ABOUT THIS EXERCISE:
Copy each line below that has "lane".

──────── MATERIALS PROVIDED ────────

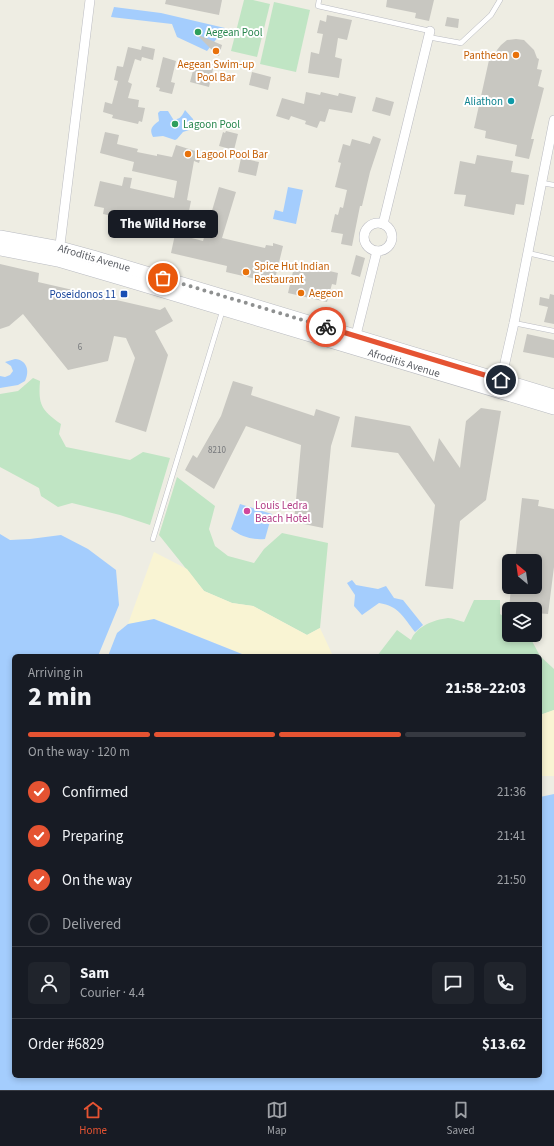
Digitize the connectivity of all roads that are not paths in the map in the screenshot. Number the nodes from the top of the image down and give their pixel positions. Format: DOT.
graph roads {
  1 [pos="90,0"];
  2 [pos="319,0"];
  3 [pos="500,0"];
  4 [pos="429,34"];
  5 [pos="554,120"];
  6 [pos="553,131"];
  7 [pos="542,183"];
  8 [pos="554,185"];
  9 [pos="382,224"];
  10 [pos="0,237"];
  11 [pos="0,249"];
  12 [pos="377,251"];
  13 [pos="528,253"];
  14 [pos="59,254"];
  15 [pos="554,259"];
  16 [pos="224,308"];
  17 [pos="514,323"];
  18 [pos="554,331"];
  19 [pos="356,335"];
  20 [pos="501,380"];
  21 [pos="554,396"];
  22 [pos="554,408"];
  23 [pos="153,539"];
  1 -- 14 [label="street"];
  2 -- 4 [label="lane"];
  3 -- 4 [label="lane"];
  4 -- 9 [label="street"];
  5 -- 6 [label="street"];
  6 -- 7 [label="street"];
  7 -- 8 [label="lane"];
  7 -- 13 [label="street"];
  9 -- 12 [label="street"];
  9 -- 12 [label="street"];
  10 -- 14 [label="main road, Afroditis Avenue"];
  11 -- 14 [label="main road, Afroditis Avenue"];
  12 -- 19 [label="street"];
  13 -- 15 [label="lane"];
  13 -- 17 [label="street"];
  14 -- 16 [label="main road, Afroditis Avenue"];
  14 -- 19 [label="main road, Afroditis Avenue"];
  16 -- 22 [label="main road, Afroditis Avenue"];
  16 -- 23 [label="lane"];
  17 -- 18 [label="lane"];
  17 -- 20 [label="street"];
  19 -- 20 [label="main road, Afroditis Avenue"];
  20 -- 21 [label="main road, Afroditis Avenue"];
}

────────

WORKED SOLUTION:
  2 -- 4 [label="lane"];
  3 -- 4 [label="lane"];
  7 -- 8 [label="lane"];
  13 -- 15 [label="lane"];
  16 -- 23 [label="lane"];
  17 -- 18 [label="lane"];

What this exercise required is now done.